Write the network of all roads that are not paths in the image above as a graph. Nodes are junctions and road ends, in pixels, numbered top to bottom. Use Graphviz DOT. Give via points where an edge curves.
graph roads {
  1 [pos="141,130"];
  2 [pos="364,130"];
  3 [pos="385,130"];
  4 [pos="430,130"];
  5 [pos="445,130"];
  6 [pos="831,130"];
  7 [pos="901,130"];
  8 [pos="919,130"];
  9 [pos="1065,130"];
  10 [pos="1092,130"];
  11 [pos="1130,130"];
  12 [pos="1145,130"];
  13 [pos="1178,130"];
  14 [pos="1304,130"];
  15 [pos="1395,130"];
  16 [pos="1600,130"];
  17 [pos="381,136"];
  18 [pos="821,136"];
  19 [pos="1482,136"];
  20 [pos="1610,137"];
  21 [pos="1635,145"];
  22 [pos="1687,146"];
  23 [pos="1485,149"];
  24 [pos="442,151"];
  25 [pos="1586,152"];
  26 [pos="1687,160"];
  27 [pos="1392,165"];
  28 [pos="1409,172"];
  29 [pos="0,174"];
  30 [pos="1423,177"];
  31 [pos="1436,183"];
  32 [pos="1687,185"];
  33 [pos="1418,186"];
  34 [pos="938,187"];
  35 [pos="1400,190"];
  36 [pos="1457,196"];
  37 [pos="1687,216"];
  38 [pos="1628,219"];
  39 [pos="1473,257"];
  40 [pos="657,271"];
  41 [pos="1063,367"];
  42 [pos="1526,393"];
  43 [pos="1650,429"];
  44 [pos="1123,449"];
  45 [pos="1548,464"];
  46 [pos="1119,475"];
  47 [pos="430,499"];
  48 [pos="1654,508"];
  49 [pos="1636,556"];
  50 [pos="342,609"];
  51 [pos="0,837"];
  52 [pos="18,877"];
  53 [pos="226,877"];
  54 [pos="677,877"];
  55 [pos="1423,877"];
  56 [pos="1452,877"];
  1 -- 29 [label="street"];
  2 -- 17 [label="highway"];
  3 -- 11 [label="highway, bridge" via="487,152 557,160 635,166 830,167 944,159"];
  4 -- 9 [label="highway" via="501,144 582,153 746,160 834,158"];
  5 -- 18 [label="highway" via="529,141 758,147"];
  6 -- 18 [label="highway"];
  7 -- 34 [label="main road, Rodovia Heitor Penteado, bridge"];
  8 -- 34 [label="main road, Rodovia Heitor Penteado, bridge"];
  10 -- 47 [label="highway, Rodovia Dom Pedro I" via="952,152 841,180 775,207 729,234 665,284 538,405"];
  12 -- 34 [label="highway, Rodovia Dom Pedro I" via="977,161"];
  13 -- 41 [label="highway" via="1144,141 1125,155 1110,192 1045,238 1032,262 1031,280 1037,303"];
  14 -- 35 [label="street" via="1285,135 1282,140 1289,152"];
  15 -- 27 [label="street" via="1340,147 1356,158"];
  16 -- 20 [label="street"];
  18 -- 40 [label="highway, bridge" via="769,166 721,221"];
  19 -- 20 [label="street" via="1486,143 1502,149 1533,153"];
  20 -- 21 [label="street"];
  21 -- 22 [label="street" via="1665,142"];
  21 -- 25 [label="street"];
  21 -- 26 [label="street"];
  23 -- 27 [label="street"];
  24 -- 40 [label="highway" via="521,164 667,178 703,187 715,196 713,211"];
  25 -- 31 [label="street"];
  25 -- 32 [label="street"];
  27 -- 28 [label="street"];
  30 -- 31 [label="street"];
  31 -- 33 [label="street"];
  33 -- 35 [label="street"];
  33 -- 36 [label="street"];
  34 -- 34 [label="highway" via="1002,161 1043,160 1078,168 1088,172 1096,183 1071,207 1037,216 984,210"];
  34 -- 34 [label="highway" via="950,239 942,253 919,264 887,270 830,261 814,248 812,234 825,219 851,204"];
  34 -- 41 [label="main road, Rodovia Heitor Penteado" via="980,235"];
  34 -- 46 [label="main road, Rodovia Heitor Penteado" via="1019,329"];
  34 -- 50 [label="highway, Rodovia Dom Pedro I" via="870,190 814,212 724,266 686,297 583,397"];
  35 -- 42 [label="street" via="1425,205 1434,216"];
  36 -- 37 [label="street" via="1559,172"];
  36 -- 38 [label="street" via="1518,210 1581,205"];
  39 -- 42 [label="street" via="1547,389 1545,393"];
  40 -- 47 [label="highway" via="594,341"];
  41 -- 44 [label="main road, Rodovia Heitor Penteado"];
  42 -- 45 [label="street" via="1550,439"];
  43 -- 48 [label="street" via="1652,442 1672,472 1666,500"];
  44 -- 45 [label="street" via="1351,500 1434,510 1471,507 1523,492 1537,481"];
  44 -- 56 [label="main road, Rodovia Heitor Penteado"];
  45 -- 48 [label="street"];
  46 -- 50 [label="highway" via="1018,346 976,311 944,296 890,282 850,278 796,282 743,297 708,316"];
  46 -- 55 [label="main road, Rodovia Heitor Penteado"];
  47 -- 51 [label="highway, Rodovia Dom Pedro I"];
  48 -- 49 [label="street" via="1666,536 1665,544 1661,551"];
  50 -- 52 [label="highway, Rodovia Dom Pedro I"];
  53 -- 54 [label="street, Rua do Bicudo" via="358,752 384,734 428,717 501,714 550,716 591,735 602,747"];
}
****
▸ The task
Output the full set of entries exactly as they were given.

▸ Written answer
Write the network of all roads that are not paths in the image above as a graph. Nodes are junctions and road ends, in pixels, numbered top to bottom. Use Graphviz DOT. Give via points where an edge curves.
graph roads {
  1 [pos="141,130"];
  2 [pos="364,130"];
  3 [pos="385,130"];
  4 [pos="430,130"];
  5 [pos="445,130"];
  6 [pos="831,130"];
  7 [pos="901,130"];
  8 [pos="919,130"];
  9 [pos="1065,130"];
  10 [pos="1092,130"];
  11 [pos="1130,130"];
  12 [pos="1145,130"];
  13 [pos="1178,130"];
  14 [pos="1304,130"];
  15 [pos="1395,130"];
  16 [pos="1600,130"];
  17 [pos="381,136"];
  18 [pos="821,136"];
  19 [pos="1482,136"];
  20 [pos="1610,137"];
  21 [pos="1635,145"];
  22 [pos="1687,146"];
  23 [pos="1485,149"];
  24 [pos="442,151"];
  25 [pos="1586,152"];
  26 [pos="1687,160"];
  27 [pos="1392,165"];
  28 [pos="1409,172"];
  29 [pos="0,174"];
  30 [pos="1423,177"];
  31 [pos="1436,183"];
  32 [pos="1687,185"];
  33 [pos="1418,186"];
  34 [pos="938,187"];
  35 [pos="1400,190"];
  36 [pos="1457,196"];
  37 [pos="1687,216"];
  38 [pos="1628,219"];
  39 [pos="1473,257"];
  40 [pos="657,271"];
  41 [pos="1063,367"];
  42 [pos="1526,393"];
  43 [pos="1650,429"];
  44 [pos="1123,449"];
  45 [pos="1548,464"];
  46 [pos="1119,475"];
  47 [pos="430,499"];
  48 [pos="1654,508"];
  49 [pos="1636,556"];
  50 [pos="342,609"];
  51 [pos="0,837"];
  52 [pos="18,877"];
  53 [pos="226,877"];
  54 [pos="677,877"];
  55 [pos="1423,877"];
  56 [pos="1452,877"];
  1 -- 29 [label="street"];
  2 -- 17 [label="highway"];
  3 -- 11 [label="highway, bridge" via="487,152 557,160 635,166 830,167 944,159"];
  4 -- 9 [label="highway" via="501,144 582,153 746,160 834,158"];
  5 -- 18 [label="highway" via="529,141 758,147"];
  6 -- 18 [label="highway"];
  7 -- 34 [label="main road, Rodovia Heitor Penteado, bridge"];
  8 -- 34 [label="main road, Rodovia Heitor Penteado, bridge"];
  10 -- 47 [label="highway, Rodovia Dom Pedro I" via="952,152 841,180 775,207 729,234 665,284 538,405"];
  12 -- 34 [label="highway, Rodovia Dom Pedro I" via="977,161"];
  13 -- 41 [label="highway" via="1144,141 1125,155 1110,192 1045,238 1032,262 1031,280 1037,303"];
  14 -- 35 [label="street" via="1285,135 1282,140 1289,152"];
  15 -- 27 [label="street" via="1340,147 1356,158"];
  16 -- 20 [label="street"];
  18 -- 40 [label="highway, bridge" via="769,166 721,221"];
  19 -- 20 [label="street" via="1486,143 1502,149 1533,153"];
  20 -- 21 [label="street"];
  21 -- 22 [label="street" via="1665,142"];
  21 -- 25 [label="street"];
  21 -- 26 [label="street"];
  23 -- 27 [label="street"];
  24 -- 40 [label="highway" via="521,164 667,178 703,187 715,196 713,211"];
  25 -- 31 [label="street"];
  25 -- 32 [label="street"];
  27 -- 28 [label="street"];
  30 -- 31 [label="street"];
  31 -- 33 [label="street"];
  33 -- 35 [label="street"];
  33 -- 36 [label="street"];
  34 -- 34 [label="highway" via="1002,161 1043,160 1078,168 1088,172 1096,183 1071,207 1037,216 984,210"];
  34 -- 34 [label="highway" via="950,239 942,253 919,264 887,270 830,261 814,248 812,234 825,219 851,204"];
  34 -- 41 [label="main road, Rodovia Heitor Penteado" via="980,235"];
  34 -- 46 [label="main road, Rodovia Heitor Penteado" via="1019,329"];
  34 -- 50 [label="highway, Rodovia Dom Pedro I" via="870,190 814,212 724,266 686,297 583,397"];
  35 -- 42 [label="street" via="1425,205 1434,216"];
  36 -- 37 [label="street" via="1559,172"];
  36 -- 38 [label="street" via="1518,210 1581,205"];
  39 -- 42 [label="street" via="1547,389 1545,393"];
  40 -- 47 [label="highway" via="594,341"];
  41 -- 44 [label="main road, Rodovia Heitor Penteado"];
  42 -- 45 [label="street" via="1550,439"];
  43 -- 48 [label="street" via="1652,442 1672,472 1666,500"];
  44 -- 45 [label="street" via="1351,500 1434,510 1471,507 1523,492 1537,481"];
  44 -- 56 [label="main road, Rodovia Heitor Penteado"];
  45 -- 48 [label="street"];
  46 -- 50 [label="highway" via="1018,346 976,311 944,296 890,282 850,278 796,282 743,297 708,316"];
  46 -- 55 [label="main road, Rodovia Heitor Penteado"];
  47 -- 51 [label="highway, Rodovia Dom Pedro I"];
  48 -- 49 [label="street" via="1666,536 1665,544 1661,551"];
  50 -- 52 [label="highway, Rodovia Dom Pedro I"];
  53 -- 54 [label="street, Rua do Bicudo" via="358,752 384,734 428,717 501,714 550,716 591,735 602,747"];
}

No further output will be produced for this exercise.